One thing useful about the vector container is that it supplies a pointer to memory that can be used for any C-style buffer. Check out the data() member, or consider using &my_vector[0], which is literally a pointer that points to the address of the first element in the vector. This is allowed because the vector ensures that all of its data are in one, contiguous block of memory, just like a C-style buffer would.

Cool stuff.

EBZ said:
So all you do is just use vectors to store your game objects?

It depends on how frequently allocations may happen during gameplay.
If you can allocate it all during loading and don't need new things at runtime, using std::vector for everything is fine, convenient and saves time.
If you constantly delete and create objects, e.g. open world RPG, allocations might become frequent and a performance problem. Then you need some memory management to do all this while still working with constant memory for most (which does not rule out using std::vector).
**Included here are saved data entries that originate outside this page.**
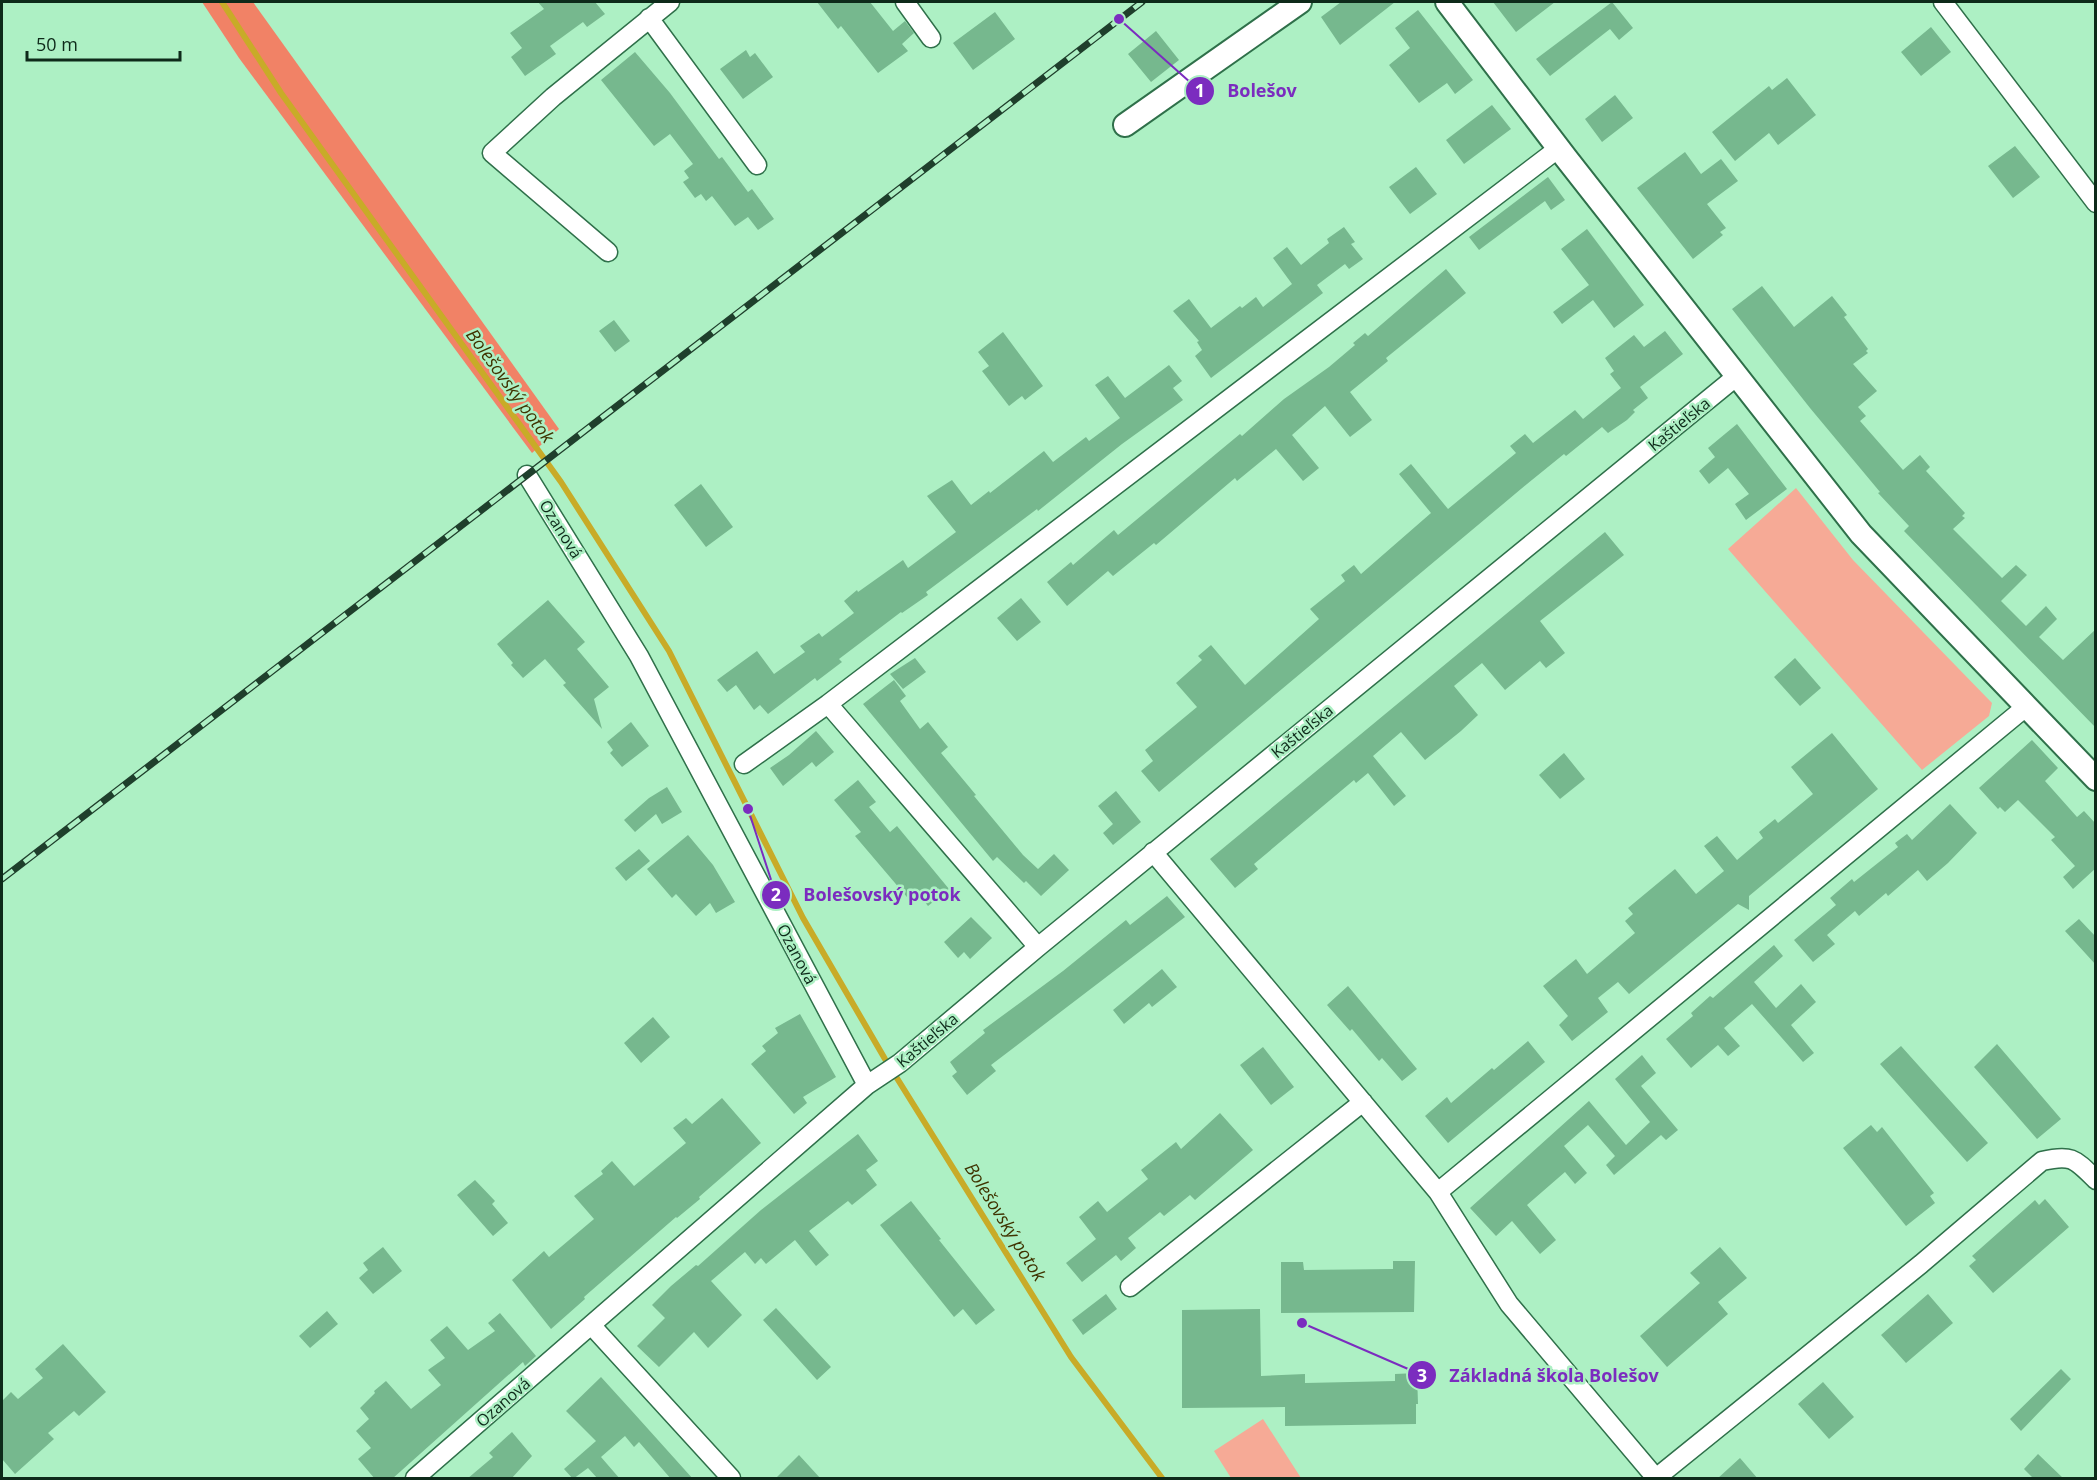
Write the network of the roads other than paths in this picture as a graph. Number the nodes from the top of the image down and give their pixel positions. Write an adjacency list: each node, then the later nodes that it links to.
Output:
1 (670, 2): 6 (street)
2 (905, 2): 7 (street)
3 (1300, 2): 8 (street)
4 (1447, 2): 9 (street)
5 (1943, 2): 11 (street)
6 (649, 18): 10 (street); 12 (street)
7 (931, 38)
8 (1125, 125)
9 (1559, 148): 13 (street); 15 (street)
10 (757, 165)
11 (2096, 203)
12 (608, 252)
13 (1737, 376): 16 (street); 19 (street, Kaštieľska)
14 (527, 475): 21 (street, Ozanová)
15 (828, 704): 17 (street); 20 (street)
16 (2028, 706): 18 (street); 24 (street)
17 (744, 764)
18 (2096, 779)
19 (1154, 852): 20 (street, Kaštieľska); 22 (street)
20 (1038, 947): 21 (street, Kaštieľska)
21 (867, 1085): 26 (street, Ozanová)
22 (1363, 1102): 24 (street); 25 (street)
23 (2096, 1180): 29 (street)
24 (1438, 1192): 29 (street)
25 (1130, 1287)
26 (592, 1326): 27 (street, Ozanová); 28 (street)
27 (415, 1479)
28 (731, 1479)
29 (1656, 1479)

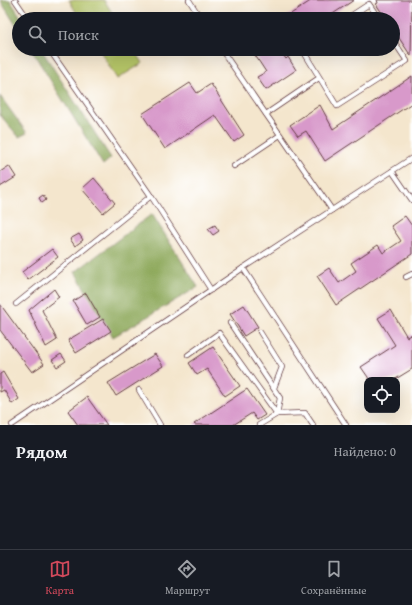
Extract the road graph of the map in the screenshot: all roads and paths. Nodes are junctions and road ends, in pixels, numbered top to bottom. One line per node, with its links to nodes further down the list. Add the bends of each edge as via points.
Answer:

I have game pieces, and I store them in a list, because they get erased all the time. In a list, the erasure costs a constant amount of time — O(1) time complexity.

When you do an erasure in the middle of a vector, the time complexity is like O(n/2)… much larger, where n is the number of elements in the vector.

There is a reason why both containers exist in the STL. ?

taby said:

I have game pieces, and I store them in a list, because they get erased all the time. In a list, the erasure costs a constant amount of time — O(1) time complexity.

When you do an erasure in the middle of a vector, the time complexity is like O(n/2)… much larger, where n is the number of elements in the vector.

There is a reason why both containers exist in the STL. ?

How many elements do you really have? Even with the O(1) vs O(n) speed, vector will outperform list for deletions for a quite large n, I'd say to get a benefit from list you'd need easily > 100 elements due to the lists fragmentation. This is especially true if you have to search the list for the element that you want to delete, so unless you have the iterator around already thats one more point for not using the list over vector.
For the same reason I made a small_map-class, which is just a vector with a map-like interface (internally using linear search), because it outperforms map/unordered_map until you get to very large element-counts.